Several instruments have been proposed or are being developed to offer single-shot 1–5 $\mu$m coverage with spectral resolution greater than Keck-NIRSPEC, including GMTNIRS, CRIRES+, and IGNIS. In addition to improving the detectability of planets, large simultaneous wavelength coverage is likely to offer significant improvements in the ability to characterize planets by enabling the simultaneous detection of additional molecules. The large spectral ranges of these instruments will be especially valuable in cases of significant non-equilibrium chemistry, clouds or hazes, or a prior uncertainty in the atmospheric composition.

Finally, we note that the space-like NIRSPEC2 simulations in Table 4 result in a factor of $\sim$5 improvement in the likelihood ratio compared with the analogous 10-epoch simulations in Table 1 which remove portions of the spectrum affected by telluric absorption. A space-based high-resolution spectrograph covering the 1–5 $\mu$m spectral range would offer significantly greater capability to detect and characterize exoplanets through cross-correlation spectroscopy compared with ground-based facilities.

These simulations used a Sun-like star for the host stellar spectrum. For a given planet radius and equilibrium temperature, the relative brightness of the planet increases with decreasing stellar radius and temperature. From a purely photometric viewpoint, we would therefore expect to make stronger detections around later-type stars, as well as the ability to detect smaller and cooler planets. However, the results from Section 4.2 indicate multi-epoch cross-correlation is much more sensitive to spectroscopic contrast than photometric.
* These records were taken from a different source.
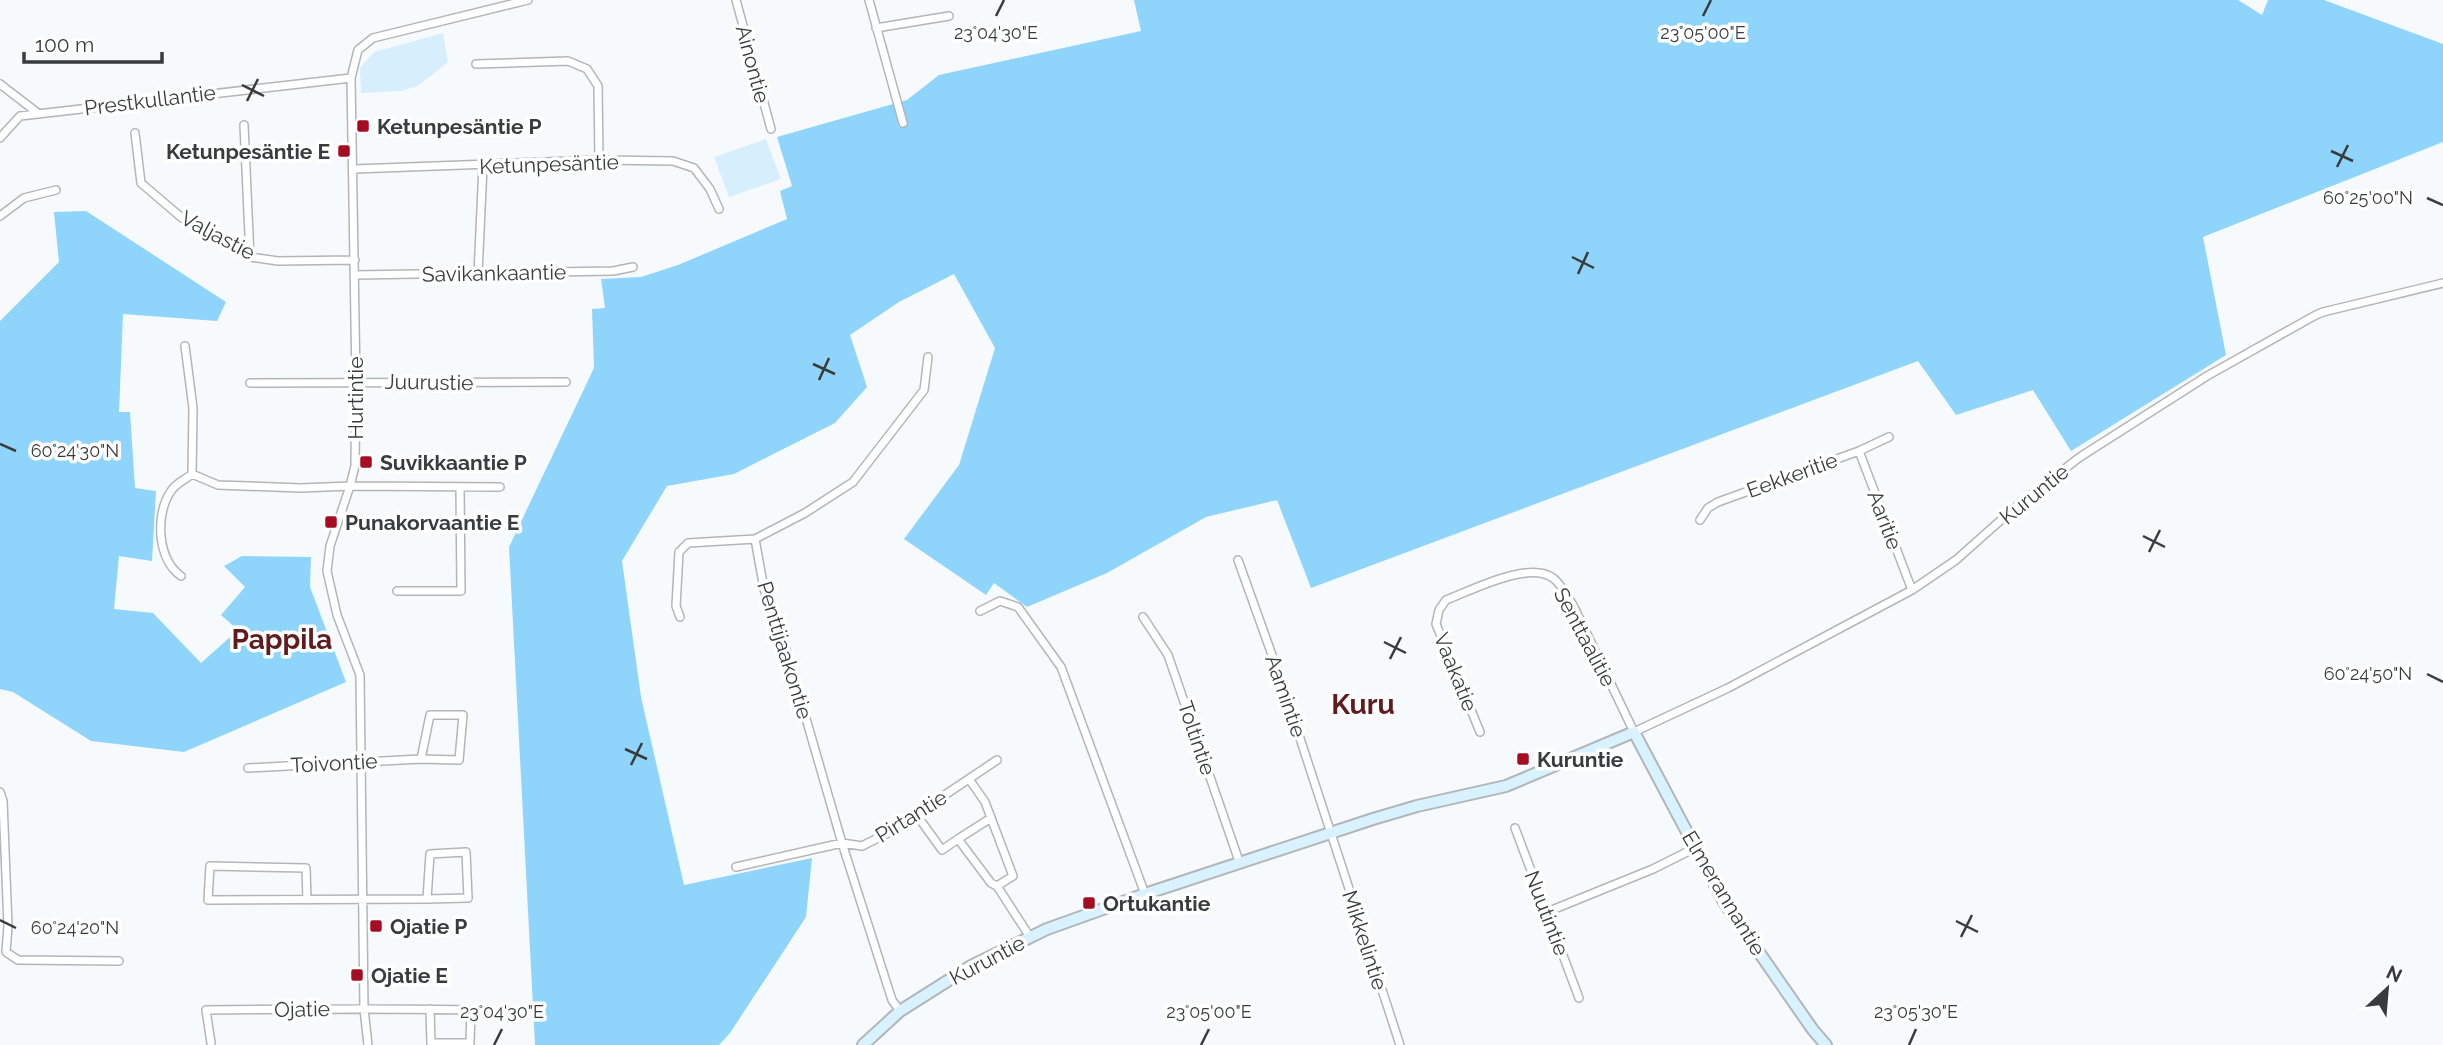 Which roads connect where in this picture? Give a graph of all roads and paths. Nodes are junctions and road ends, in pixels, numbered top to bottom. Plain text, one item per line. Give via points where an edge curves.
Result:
1 (528, 0) edge
2 (736, 0) edge
3 (869, 0) edge
4 (949, 16) dead end
5 (876, 28) junction
6 (476, 64) dead end
7 (351, 78) junction
8 (0, 84) edge
9 (39, 114) junction
10 (903, 123) dead end
11 (244, 125) dead end
12 (771, 129) dead end
13 (135, 134) dead end
14 (0, 138) edge
15 (598, 160) junction
16 (482, 166) junction
17 (354, 169) junction
18 (56, 190) dead end
19 (719, 209) dead end
20 (0, 216) edge
21 (250, 257) junction
22 (355, 260) junction
23 (633, 267) dead end
24 (478, 274) junction
25 (355, 275) junction
26 (2443, 283) edge
27 (185, 346) dead end
28 (928, 357) dead end
29 (356, 382) junction
30 (566, 382) dead end
31 (250, 383) dead end
32 (1889, 437) dead end
33 (1858, 451) junction
34 (192, 474) junction
35 (350, 486) junction
36 (460, 487) junction
37 (500, 487) dead end
38 (1700, 520) dead end
39 (755, 539) junction
40 (1238, 560) dead end
41 (181, 576) dead end
42 (1912, 590) junction
43 (397, 591) dead end
44 (1439, 610) joint
45 (980, 611) dead end
46 (680, 617) dead end
47 (1143, 617) dead end
48 (1480, 732) dead end
49 (1634, 732) junction
50 (421, 759) junction
51 (997, 760) dead end
52 (361, 762) junction
53 (248, 768) dead end
54 (969, 779) junction
55 (0, 792) edge
56 (916, 814) junction
57 (991, 818) junction
58 (1515, 828) dead end
59 (1330, 834) junction
60 (958, 839) junction
61 (842, 843) junction
62 (1695, 848) junction
63 (1240, 864) junction
64 (736, 867) dead end
65 (997, 886) junction
66 (1144, 894) junction
67 (427, 899) junction
68 (307, 900) junction
69 (362, 901) junction
70 (4, 912) edge
71 (1547, 912) junction
72 (1030, 937) junction
73 (119, 961) dead end
74 (1579, 998) dead end
75 (364, 1009) junction
76 (430, 1009) junction
77 (900, 1011) junction
78 (211, 1043) dead end
79 (368, 1045) edge
80 (863, 1045) edge
81 (1400, 1045) edge
82 (1826, 1045) edge

1 - 7 street via 373,38 358,50
2 - 12 street, Ainontie
3 - 5 street
4 - 5 street
5 - 10 street
6 - 15 street via 568,61 587,69 598,86
7 - 9 street, Prestkullantie
7 - 17 street, Hurtintie
8 - 9 street
9 - 14 street, Prestkullantie via 20,116
11 - 21 street
13 - 21 street, Valjastie via 141,183 182,218
15 - 16 street, Ketunpesäntie
15 - 19 street, Ketunpesäntie via 673,161 694,168
16 - 17 street, Ketunpesäntie
16 - 24 street
17 - 22 street, Hurtintie
18 - 20 street via 24,198
21 - 22 street, Valjastie
22 - 25 street, Hurtintie
23 - 24 street, Savikankaantie
24 - 25 street, Savikankaantie
25 - 29 street, Hurtintie
26 - 42 street, Kuruntie via 2323,312 2207,376 2080,457 1956,560
27 - 34 street via 193,408
28 - 39 street via 924,390 853,482
29 - 30 street, Juurustie
29 - 31 street, Juurustie
29 - 35 street, Hurtintie via 355,466
32 - 33 street, Eekkeritie
33 - 38 street, Eekkeritie via 1718,502
33 - 42 street, Aaritie
34 - 35 street via 218,485
34 - 41 street via 171,489 161,512 162,544 172,569
35 - 36 street
35 - 52 street, Hurtintie via 330,546 327,571 337,615 360,675
36 - 37 street
36 - 43 street via 461,591
39 - 46 street via 688,543 679,552 676,606
39 - 61 street, Penttijaakontie via 764,589
40 - 59 street, Aamintie
42 - 49 street, Kuruntie via 1728,688
44 - 48 street, Vaakatie via 1436,624
44 - 49 street, Senttaalitie via 1446,600 1521,573 1554,579 1573,605
45 - 66 street via 1000,601 1018,607 1061,667
47 - 63 street, Toltintie via 1168,655
49 - 59 street, Kuruntie via 1506,786 1417,806
49 - 62 street, Elmerannantie
50 - 50 street, Toivontie via 430,715 463,715 459,760
50 - 52 street, Toivontie
51 - 54 street, Pirtantie
52 - 53 street, Toivontie
52 - 69 street, Hurtintie
54 - 56 street, Pirtantie
54 - 57 street
55 - 70 street
56 - 60 street via 942,850
56 - 61 street, Pirtantie via 862,846
57 - 60 street
57 - 65 street via 1013,876
58 - 71 street, Nuutintie
59 - 63 street, Kuruntie
59 - 81 street, Mikkelintie
60 - 65 street
61 - 64 street, Pirtantie
61 - 77 street, Penttijaakontie via 892,1000
62 - 71 street
62 - 82 street, Elmerannantie via 1724,902
63 - 66 street, Kuruntie
65 - 72 street
66 - 72 street, Kuruntie
67 - 67 street via 430,854 466,852 468,898
67 - 69 street
68 - 68 street via 306,868 210,866 208,900
68 - 69 street
69 - 75 street, Hurtintie
70 - 73 street via 6,952 18,960
71 - 74 street, Nuutintie
72 - 77 street, Kuruntie via 971,966
75 - 76 street, Ojatie
75 - 78 street, Ojatie via 206,1010
75 - 79 street, Hurtintie
76 - 76 street, Ojatie via 471,1010 470,1043 431,1043
77 - 80 street, Kuruntie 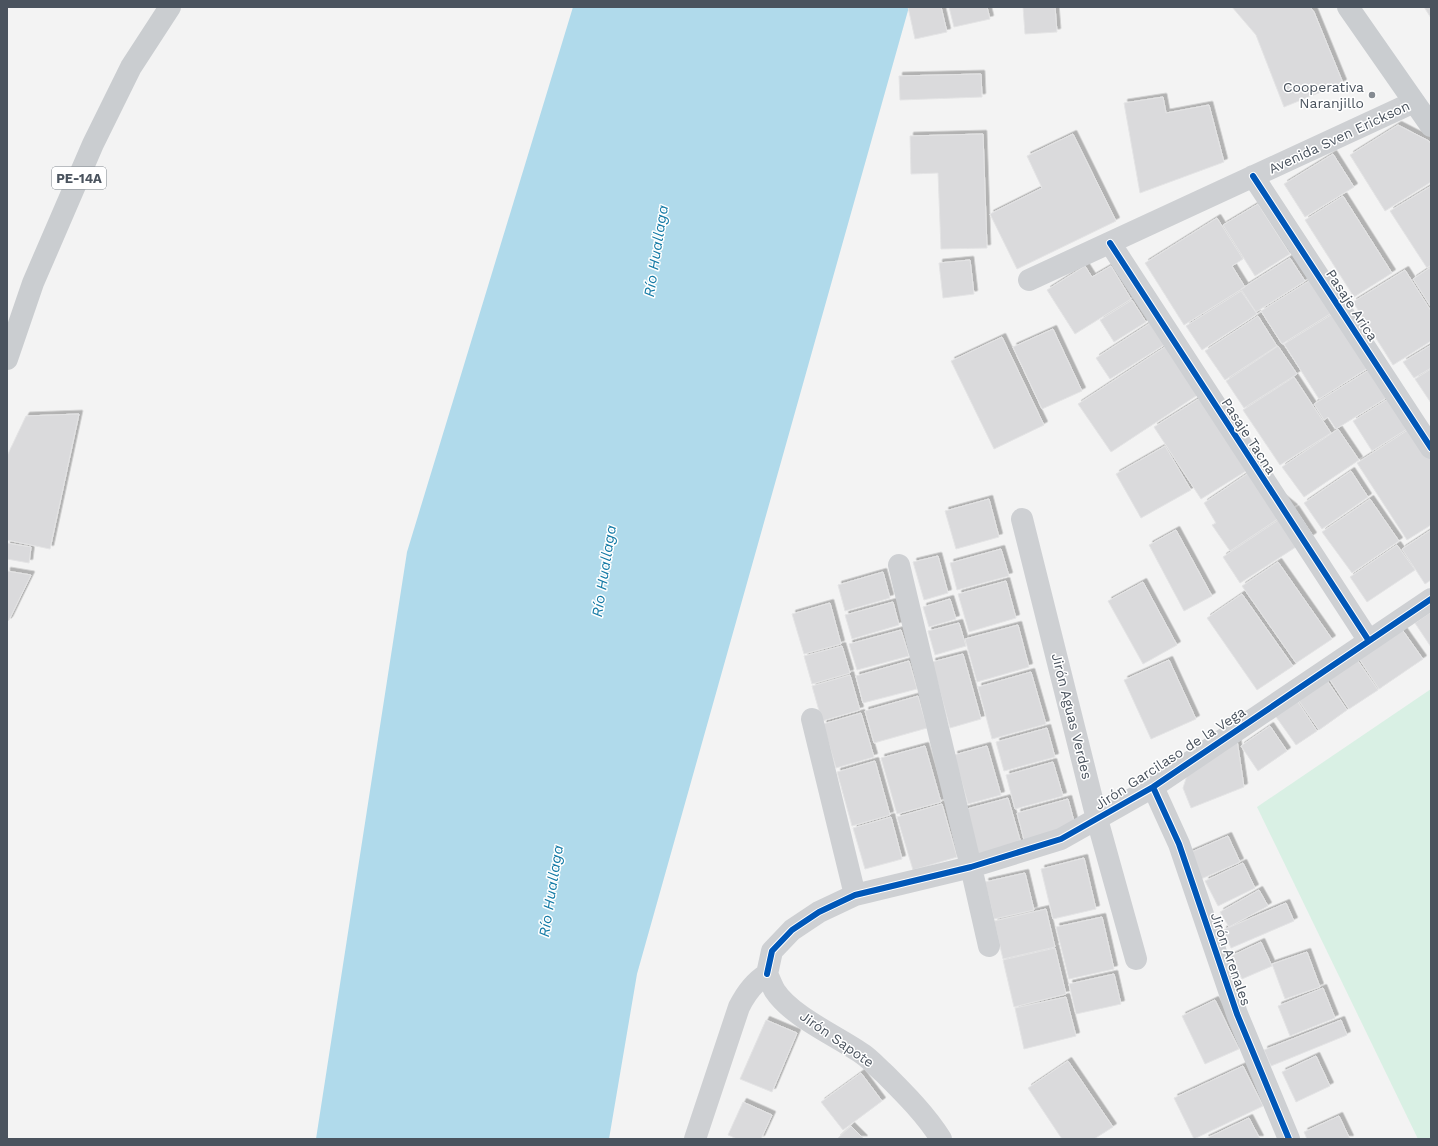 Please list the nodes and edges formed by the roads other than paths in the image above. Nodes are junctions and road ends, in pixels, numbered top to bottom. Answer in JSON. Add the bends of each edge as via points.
{"nodes":[{"id":1,"x":170,"y":7,"type":"edge"},
{"id":2,"x":1340,"y":7,"type":"edge"},
{"id":3,"x":1348,"y":7,"type":"edge"},
{"id":4,"x":1365,"y":33,"type":"junction"},
{"id":5,"x":1423,"y":98,"type":"edge"},
{"id":6,"x":1431,"y":126,"type":"edge"},
{"id":7,"x":1253,"y":176,"type":"junction"},
{"id":8,"x":1110,"y":243,"type":"junction"},
{"id":9,"x":1029,"y":280,"type":"dead end"},
{"id":10,"x":7,"y":359,"type":"edge"},
{"id":11,"x":1431,"y":448,"type":"edge"},
{"id":12,"x":1022,"y":519,"type":"dead end"},
{"id":13,"x":899,"y":565,"type":"dead end"},
{"id":14,"x":1431,"y":599,"type":"edge"},
{"id":15,"x":1369,"y":641,"type":"junction"},
{"id":16,"x":812,"y":719,"type":"dead end"},
{"id":17,"x":1153,"y":787,"type":"junction"},
{"id":18,"x":1097,"y":819,"type":"junction"},
{"id":19,"x":972,"y":867,"type":"junction"},
{"id":20,"x":855,"y":895,"type":"junction"},
{"id":21,"x":989,"y":946,"type":"dead end"},
{"id":22,"x":1136,"y":959,"type":"dead end"},
{"id":23,"x":767,"y":974,"type":"junction"},
{"id":24,"x":695,"y":1139,"type":"edge"},
{"id":25,"x":941,"y":1139,"type":"edge"},
{"id":26,"x":1289,"y":1139,"type":"edge"}],
"edges":[{"from":1,"to":10,"type":"main road","number":"PE-14A","via":[[131,67],[93,144],[34,283]]},
{"from":2,"to":4,"type":"street"},
{"from":3,"to":4,"type":"main road"},
{"from":4,"to":5,"type":"main road"},
{"from":5,"to":6,"type":"main road"},
{"from":5,"to":7,"type":"street","name":"Avenida Sven Erickson"},
{"from":7,"to":8,"type":"street","name":"Avenida Sven Erickson"},
{"from":7,"to":11,"type":"street","name":"Pasaje Arica"},
{"from":8,"to":9,"type":"street","name":"Avenida Sven Erickson"},
{"from":8,"to":15,"type":"street","name":"Pasaje Tacna"},
{"from":12,"to":18,"type":"street","name":"Jirón Aguas Verdes"},
{"from":13,"to":19,"type":"street"},
{"from":14,"to":15,"type":"street","name":"Jirón Garcilaso de la Vega"},
{"from":15,"to":17,"type":"street","name":"Jirón Garcilaso de la Vega"},
{"from":16,"to":20,"type":"street"},
{"from":17,"to":18,"type":"street","name":"Jirón Garcilaso de la Vega"},
{"from":17,"to":26,"type":"street","name":"Jirón Arenales","via":[[1179,844],[1237,1014]]},
{"from":18,"to":19,"type":"street","name":"Jirón Garcilaso de la Vega","via":[[1061,839]]},
{"from":18,"to":22,"type":"street","name":"Jirón Aguas Verdes"},
{"from":19,"to":20,"type":"street","name":"Jirón Garcilaso de la Vega"},
{"from":19,"to":21,"type":"street"},
{"from":20,"to":23,"type":"street","name":"Jirón Garcilaso de la Vega","via":[[819,912],[792,930],[772,951]]},
{"from":23,"to":24,"type":"street","via":[[757,980],[739,1007]]},
{"from":23,"to":25,"type":"street","name":"Jirón Sapote","via":[[776,991],[790,1006],[865,1056],[903,1091]]}]}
Increased stellar activity and stronger molecular lines in late-type stars may cause spectroscopic contrast to diverge significantly from photometric contrast, impacting planet detectability in ways that are difficult to predict without dedicated modeling. A rigorous assessment of cross-correlation techniques around K and M type primary stars is currently limited by the lack of sufficiently accurate high-resolution spectral models for late-type stars.

The development of improved models for late-type stars would further expand the population accessible to characterization through multi-epoch cross correlation with existing instrumentation. Of particular interest is planets falling in the radius valley identified by Fulton et al. (2017) near $\rm 1.8\ R_{\oplus}$. While our simulations show such planets are not likely to be detectable with Keck-NIRSPEC around Sun-like stars, the increased relative brightness of exoplanets around M-dwarfs may enable detections, provided accurate stellar models are available and the atmospheric spectrum offers sufficient spectroscopic contrast. Cooler planets may pose additional challenges for telluric correction as the emission spectrum of the planet becomes more similar to the terrestrial spectrum. The ability to probe the atmospheric composition of these planets with multi-epoch cross-correlation could offer a new avenue to investigate the evolutionary processes affecting intermediate-mass, highly irradiated planets near the transition between rocky and gaseous compositions.